When bishops apologize

No one saw it coming: the Catholic Bishops’ Conference of the Philippines apologizing for causing pain and confusion among its flock over an issue in which some bishops have been implicated. Filipinos are so used to hearing public figures cynically offer implausible justifications for their actions, or throw back mud at their critics in response, that many anticipated a bruising battle between Church and State over the issue of using public funds to purchase vehicles for some favored bishops. The CBCP’s gesture of humility will not put closure to the issue. But it elevates it to a level that dispels antagonism and makes room for nuance and context.

The CBCP is perhaps the Catholic hierarchy’s most important organ of collective expression on problems and concerns relating to its members, the work of the Church, and the state of society in general. Its pronouncements on vital issues carry tremendous weight notably in times of crisis because they are usually based on a concrete grasp of the situation on the ground. Its pastoral work among the poor and the marginalized – abused women and children, indigenous peoples, the elderly and the sick, the abandoned, the homeless and the landless – often dwarfs the government’s own programs for these sectors.

By taking up the cudgels for the individual bishops and apologizing as a collective body, the CBCP achieves three things. First, it affirms its integrity as a community that is conscious of its responsibilities. Second, it signals to the larger society its determination to review and define its role and its entanglement with society in the face of the challenges of growing complexity. And lastly, it draws the line between moral responsibility, which it accepts and applies to itself, and legal accountability, to which the individual bishops are submitting themselves.

As I write this, the Senate investigation on the use of the funds of the Philippine Charity Sweepstakes Office is hearing the side of the bishops who have been invited. A situation like this is fraught with danger; many sensitivities are at play here. Having invited the bishops to appear before the committee, the senators are expected to ask them the kind of probing questions they normally ask of the individuals they summon to their hearings. On the other hand, they are also aware that devout Catholics will react to any attempt by political leaders to subject the bishops to any form of humiliation.
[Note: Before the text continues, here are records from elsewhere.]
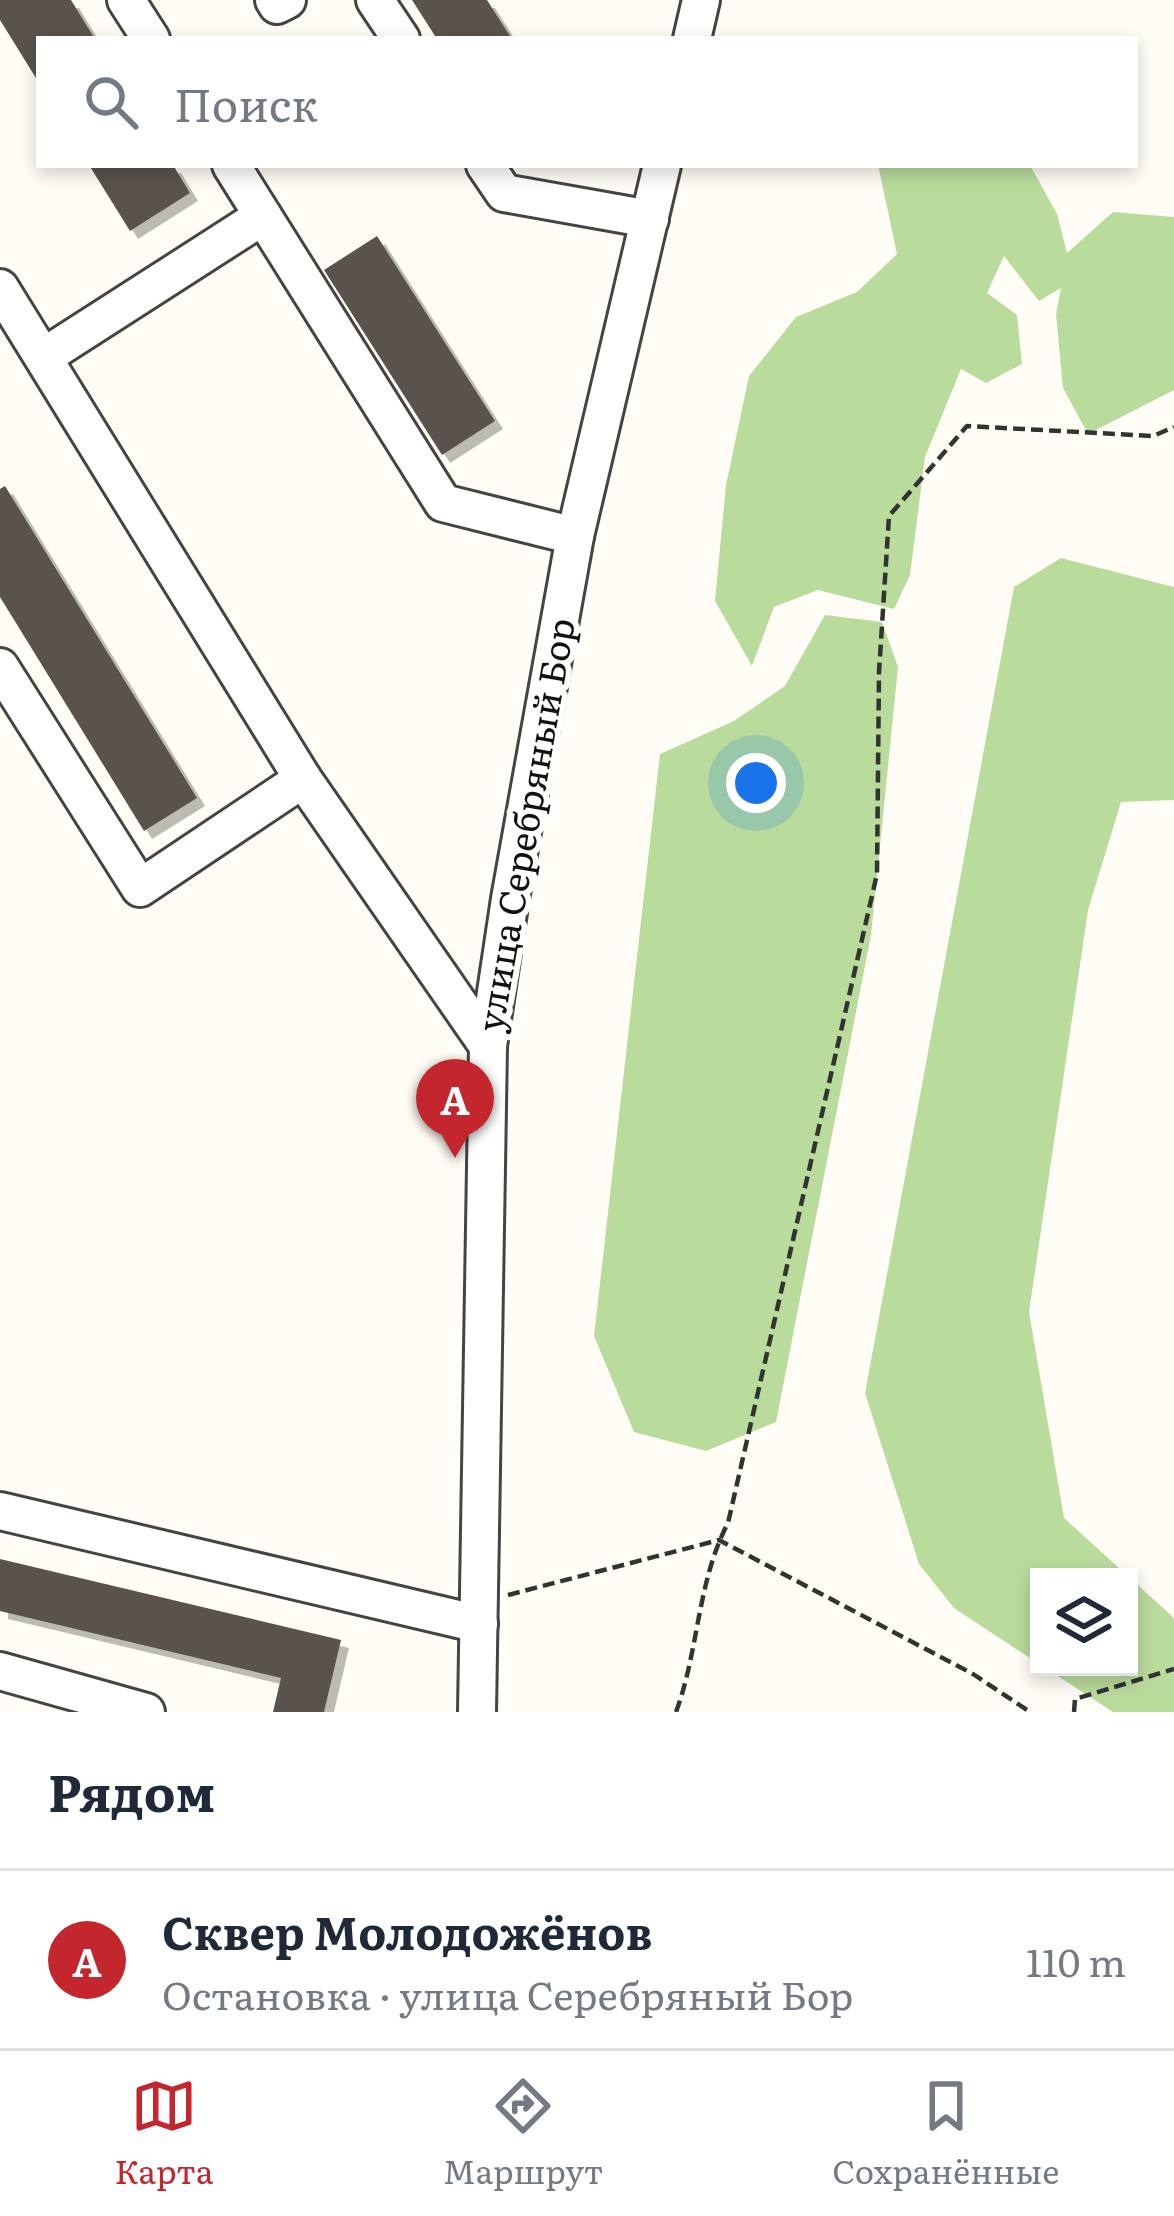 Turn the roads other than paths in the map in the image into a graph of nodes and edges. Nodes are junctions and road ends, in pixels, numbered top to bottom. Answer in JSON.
{"nodes":[{"id":1,"x":126,"y":0,"type":"edge"},
{"id":2,"x":274,"y":0,"type":"edge"},
{"id":3,"x":287,"y":0,"type":"edge"},
{"id":4,"x":375,"y":0,"type":"edge"},
{"id":5,"x":701,"y":0,"type":"edge"},
{"id":6,"x":149,"y":36,"type":"edge"},
{"id":7,"x":399,"y":36,"type":"edge"},
{"id":8,"x":693,"y":36,"type":"edge"},
{"id":9,"x":233,"y":168,"type":"edge"},
{"id":10,"x":487,"y":168,"type":"edge"},
{"id":11,"x":661,"y":168,"type":"edge"},
{"id":12,"x":263,"y":216,"type":"junction"},
{"id":13,"x":650,"y":219,"type":"junction"},
{"id":14,"x":0,"y":288,"type":"edge"},
{"id":15,"x":45,"y":356,"type":"junction"},
{"id":16,"x":575,"y":536,"type":"junction"},
{"id":17,"x":0,"y":667,"type":"edge"},
{"id":18,"x":302,"y":779,"type":"junction"},
{"id":19,"x":488,"y":1046,"type":"junction"},
{"id":20,"x":0,"y":1511,"type":"edge"},
{"id":21,"x":479,"y":1613,"type":"junction"},
{"id":22,"x":0,"y":1671,"type":"edge"},
{"id":23,"x":146,"y":1712,"type":"edge"},
{"id":24,"x":478,"y":1712,"type":"edge"}],
"edges":[{"from":1,"to":6,"type":"street"},
{"from":2,"to":3,"type":"street"},
{"from":4,"to":7,"type":"street"},
{"from":5,"to":8,"type":"street"},
{"from":9,"to":12,"type":"street"},
{"from":10,"to":13,"type":"street"},
{"from":11,"to":13,"type":"street","name":"улица Серебряный Бор"},
{"from":12,"to":15,"type":"street"},
{"from":12,"to":16,"type":"street"},
{"from":13,"to":16,"type":"street","name":"улица Серебряный Бор"},
{"from":14,"to":15,"type":"street"},
{"from":15,"to":18,"type":"street"},
{"from":16,"to":19,"type":"street","name":"улица Серебряный Бор"},
{"from":17,"to":18,"type":"street"},
{"from":18,"to":19,"type":"street"},
{"from":19,"to":21,"type":"street","name":"улица Серебряный Бор"},
{"from":20,"to":21,"type":"street"},
{"from":21,"to":24,"type":"street","name":"улица Серебряный Бор"},
{"from":22,"to":23,"type":"street"}]} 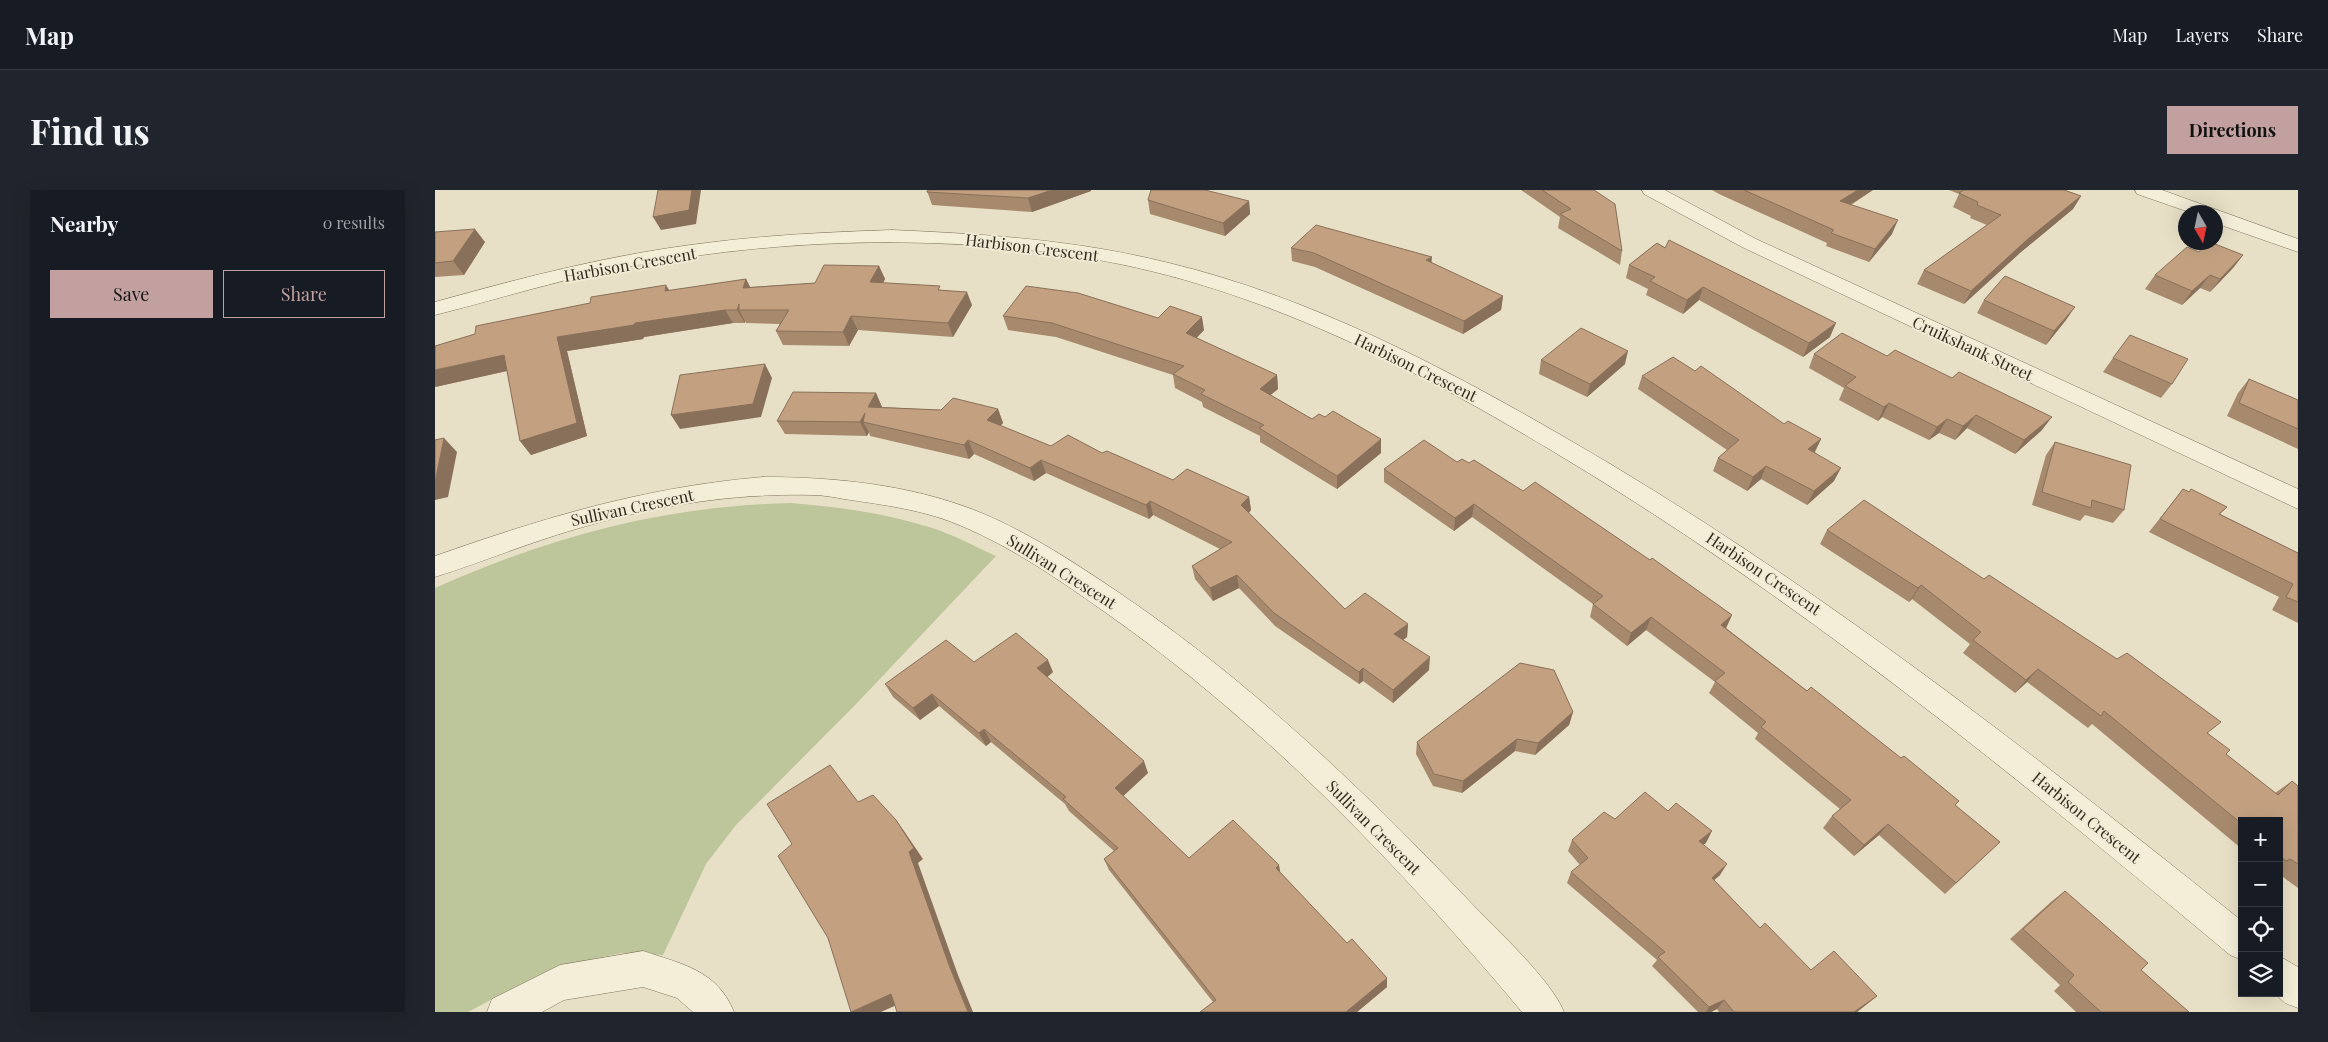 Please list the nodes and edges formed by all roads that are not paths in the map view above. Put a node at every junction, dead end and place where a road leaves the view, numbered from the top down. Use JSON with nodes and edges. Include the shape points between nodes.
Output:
{"nodes":[{"id":1,"x":1651,"y":190,"type":"edge"},
{"id":2,"x":2144,"y":190,"type":"edge"},
{"id":3,"x":2186,"y":205,"type":"edge"},
{"id":4,"x":2223,"y":219,"type":"edge"},
{"id":5,"x":2298,"y":246,"type":"edge"},
{"id":6,"x":435,"y":309,"type":"edge"},
{"id":7,"x":2298,"y":500,"type":"edge"},
{"id":8,"x":435,"y":567,"type":"edge"},
{"id":9,"x":2238,"y":940,"type":"edge"},
{"id":10,"x":2283,"y":977,"type":"edge"},
{"id":11,"x":2298,"y":990,"type":"edge"},
{"id":12,"x":505,"y":1012,"type":"edge"},
{"id":13,"x":716,"y":1012,"type":"edge"},
{"id":14,"x":1546,"y":1012,"type":"edge"}],
"edges":[{"from":1,"to":7,"type":"street","name":"Cruikshank Street","via":[[1749,243]]},
{"from":2,"to":3,"type":"street"},
{"from":4,"to":5,"type":"street"},
{"from":6,"to":9,"type":"street","name":"Harbison Crescent","via":[[573,274],[711,249],[807,239],[901,236],[991,240],[1079,250],[1166,268],[1253,294],[1353,335],[1471,393],[1669,509],[1821,611],[1905,673]]},
{"from":8,"to":14,"type":"street","name":"Sullivan Crescent","via":[[572,518],[658,498],[739,487],[815,486],[888,495],[956,514],[1021,543],[1131,614],[1248,706],[1374,823]]},
{"from":10,"to":11,"type":"street"},
{"from":12,"to":13,"type":"street","via":[[560,982],[643,969],[688,984]]}]}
I was quite certain that the bishops would be treated with great deference, and that is exactly what happened at the hearing. The bishops essentially reiterated the message of the CBCP – i.e., that the vehicles from the PCSO were used mainly in the various social action programs of their dioceses. They apologized for the pain and confusion that the controversy has caused. They said they had assumed there was nothing illegal or irregular about getting grants like these from the PCSO since they were consistent with the Church’s partnership with government in numerous outreach programs.

For his part, Butuan Bishop Juan de Dios Pueblos admitted that he had committed a lapse in judgment when he wrote to former President Gloria Macapagal-Arroyo asking for a vehicle as birthday gift. He was not aware, he said, that Arroyo had endorsed his letter to the PCSO. He made it clear that the vehicle he got was not being used solely as a personal service vehicle. Speaking for the group in his closing statement to the Senate, Cotabato Archbishop Orlando Quevedo said they had made a decision at the recent CBCP meeting to return the vehicles to the PCSO.

The senators graciously responded by urging them to please keep them. But the archbishop said it was important for them to return these tainted vehicles not only “to clear the air,” but also out of a “prophetic” sense of what this entire incident seems to be telling them. At this point, the committee thanked the bishops for their presence and excused them from the rest of the hearing. The senators then resumed their no-holds-barred interrogation of the rest of the guests, chiding PCSO Chair Margarita Juico for not correcting erroneous media reports that the vehicles in question were Pajeros – as if that detail substantially alters the picture.

What we are witnessing here, I think, is a gradual process of differentiation of institutional systems – a disentangling of interwoven roles – that is long overdue. The political system that had been compromised at every point, particularly during the patronage-driven presidency of Gloria Macapagal-Arroyo, is, at last, taking a hard look at itself. In the process, it cannot avoid inquiring into the privileged pool of beneficiaries that received its largesse. Still, as Senate President Juan Ponce Enrile put it, the responsibility for this mess rests with government. It was his way of telling the bishops that they would not be held legally liable.

But the Church knows that it too has its own radical disentangling to carry out. So many among the clergy have conducted themselves like political surrogates of the powerful, routinely lending the prestige of their religious offices in support of the worldly ambitions of their secular patrons. The CBCP has made it clear that this should not continue. But they prefer to view such conduct not so much as a fatal moral flaw, but as the outcome of a lack of discernment. In less moral language, I take discernment to mean learning to differentiate spheres of human activity and communication – and to avoid mixing roles. This is modernity’s imperative. We have recognized it, but we have not fully realized its urgency.